[[ RECORDS open ]]

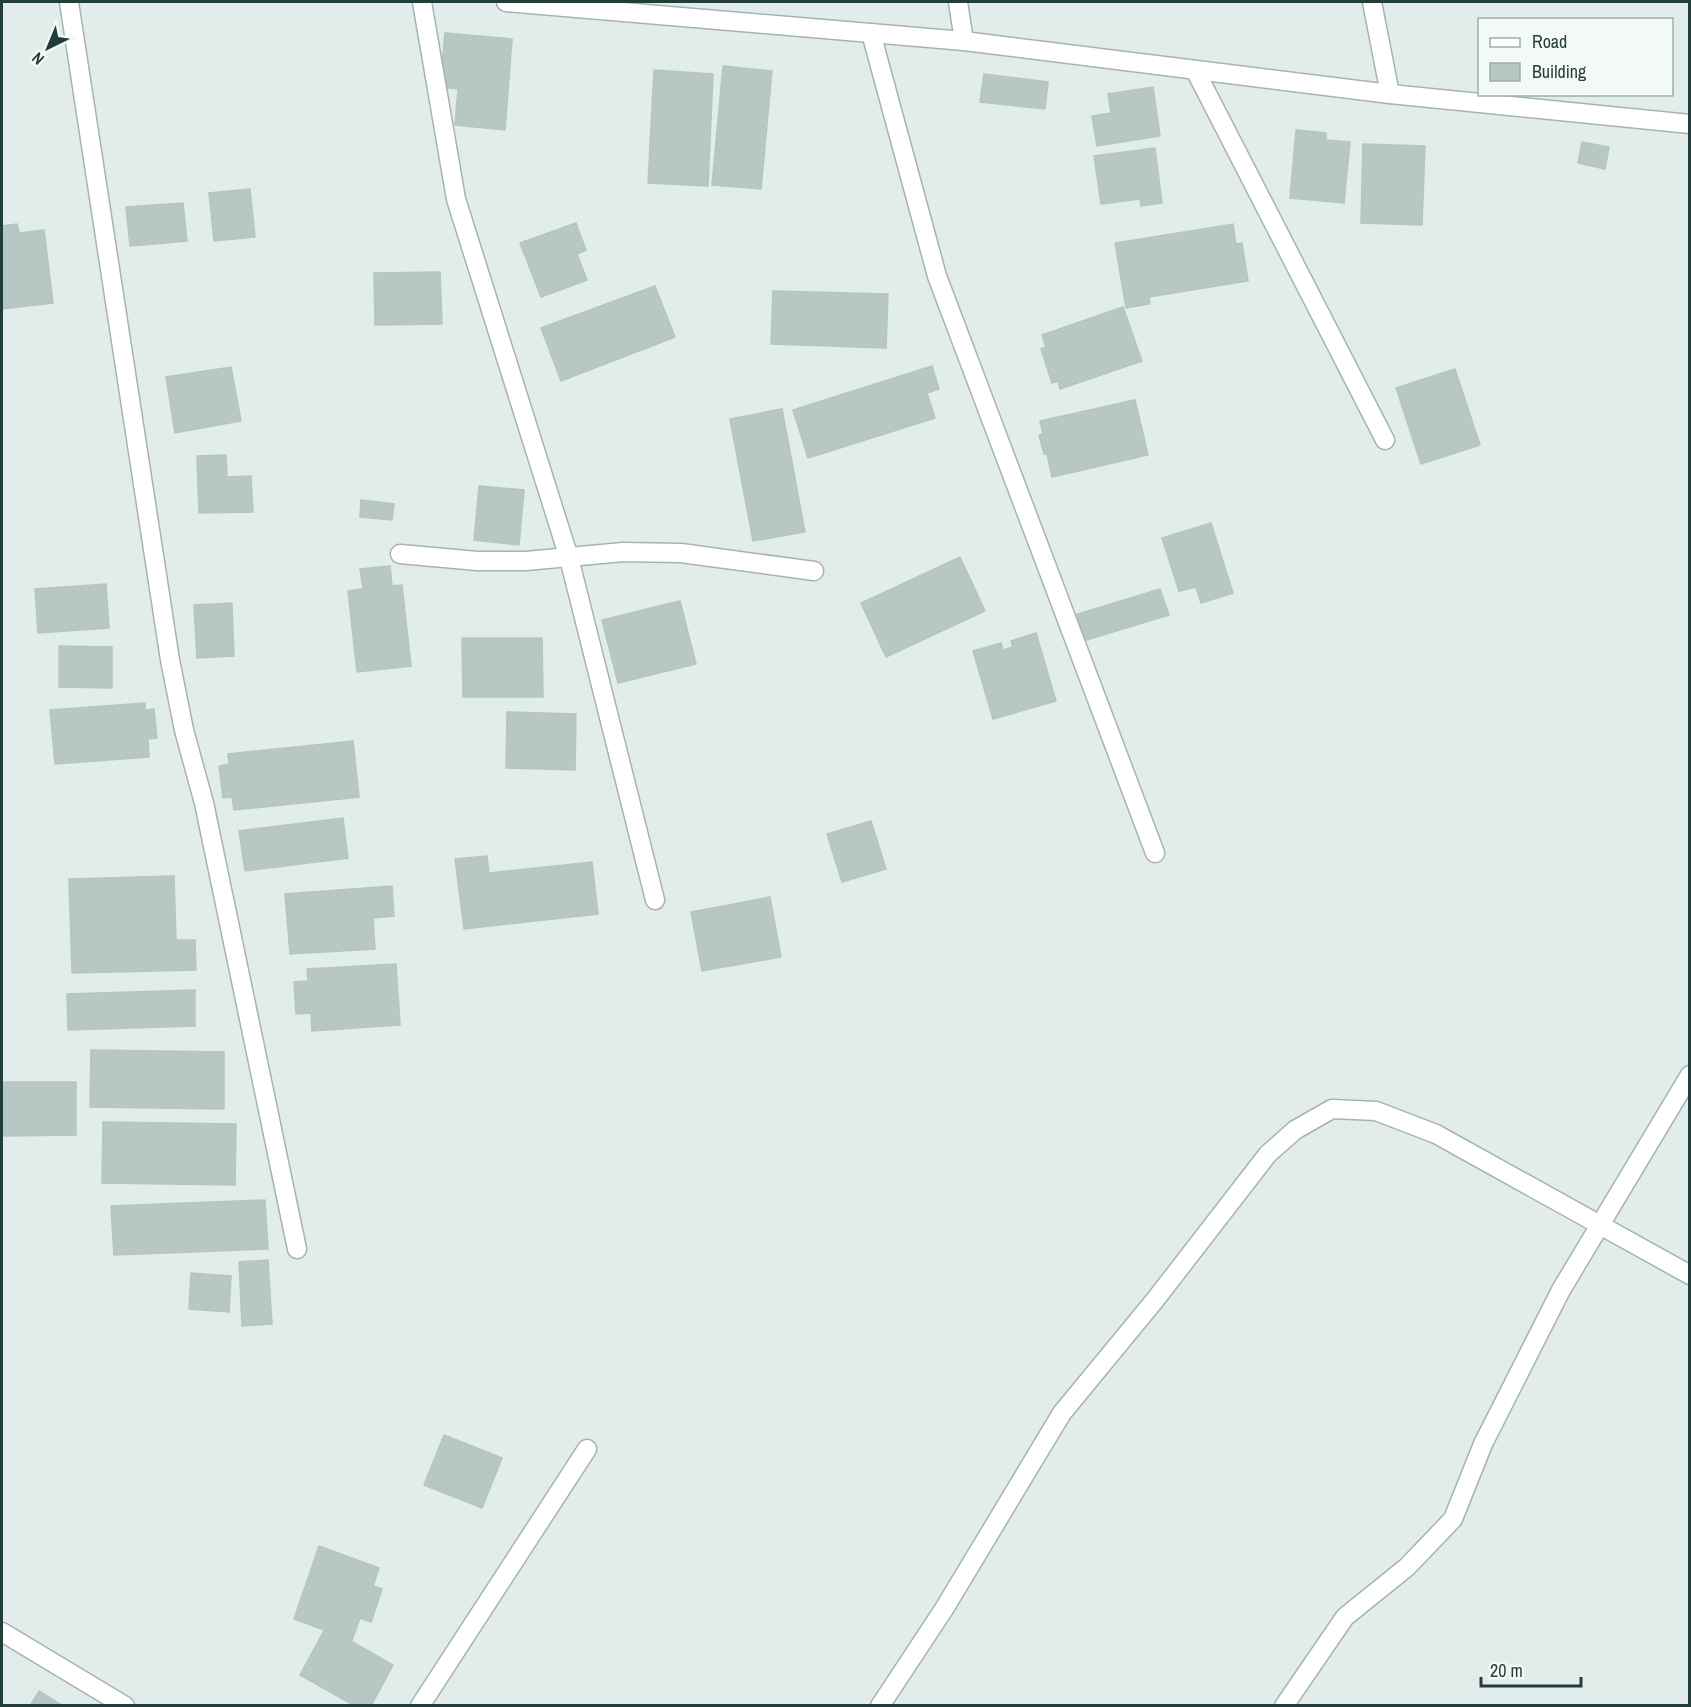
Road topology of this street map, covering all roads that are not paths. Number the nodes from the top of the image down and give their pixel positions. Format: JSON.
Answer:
{"nodes":[{"id":1,"x":69,"y":2,"type":"edge"},
{"id":2,"x":422,"y":2,"type":"edge"},
{"id":3,"x":506,"y":2,"type":"edge"},
{"id":4,"x":958,"y":2,"type":"edge"},
{"id":5,"x":1371,"y":2,"type":"edge"},
{"id":6,"x":871,"y":33,"type":"junction"},
{"id":7,"x":964,"y":41,"type":"junction"},
{"id":8,"x":1195,"y":70,"type":"junction"},
{"id":9,"x":1390,"y":94,"type":"junction"},
{"id":10,"x":1689,"y":124,"type":"edge"},
{"id":11,"x":1385,"y":440,"type":"dead end"},
{"id":12,"x":400,"y":554,"type":"dead end"},
{"id":13,"x":569,"y":558,"type":"junction"},
{"id":14,"x":814,"y":571,"type":"dead end"},
{"id":15,"x":1155,"y":853,"type":"dead end"},
{"id":16,"x":655,"y":900,"type":"dead end"},
{"id":17,"x":1689,"y":1075,"type":"edge"},
{"id":18,"x":1599,"y":1226,"type":"junction"},
{"id":19,"x":297,"y":1249,"type":"dead end"},
{"id":20,"x":1689,"y":1275,"type":"edge"},
{"id":21,"x":587,"y":1449,"type":"dead end"},
{"id":22,"x":2,"y":1632,"type":"edge"},
{"id":23,"x":125,"y":1706,"type":"edge"},
{"id":24,"x":420,"y":1706,"type":"edge"},
{"id":25,"x":880,"y":1706,"type":"edge"},
{"id":26,"x":1284,"y":1706,"type":"edge"}],
"edges":[{"from":1,"to":19,"type":"street"},
{"from":2,"to":13,"type":"street"},
{"from":3,"to":6,"type":"street"},
{"from":4,"to":7,"type":"street"},
{"from":5,"to":9,"type":"street"},
{"from":6,"to":7,"type":"street"},
{"from":6,"to":15,"type":"street"},
{"from":7,"to":8,"type":"street"},
{"from":8,"to":9,"type":"street"},
{"from":8,"to":11,"type":"street"},
{"from":9,"to":10,"type":"street"},
{"from":12,"to":13,"type":"street"},
{"from":13,"to":14,"type":"street"},
{"from":13,"to":16,"type":"street"},
{"from":17,"to":18,"type":"street"},
{"from":18,"to":20,"type":"street"},
{"from":18,"to":25,"type":"street"},
{"from":18,"to":26,"type":"street"},
{"from":21,"to":24,"type":"street"},
{"from":22,"to":23,"type":"street"}]}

[[ RECORDS closed ]]

▶ _WHAT TO DO_: Your answer should be each line from the entries that includes the string "nodes".

▶ _ANSWER FOR THIS EXERCISE_:
Road topology of this street map, covering all roads that are not paths. Number the nodes from the top of the image down and give their pixel positions. Format: JSON.
{"nodes":[{"id":1,"x":69,"y":2,"type":"edge"},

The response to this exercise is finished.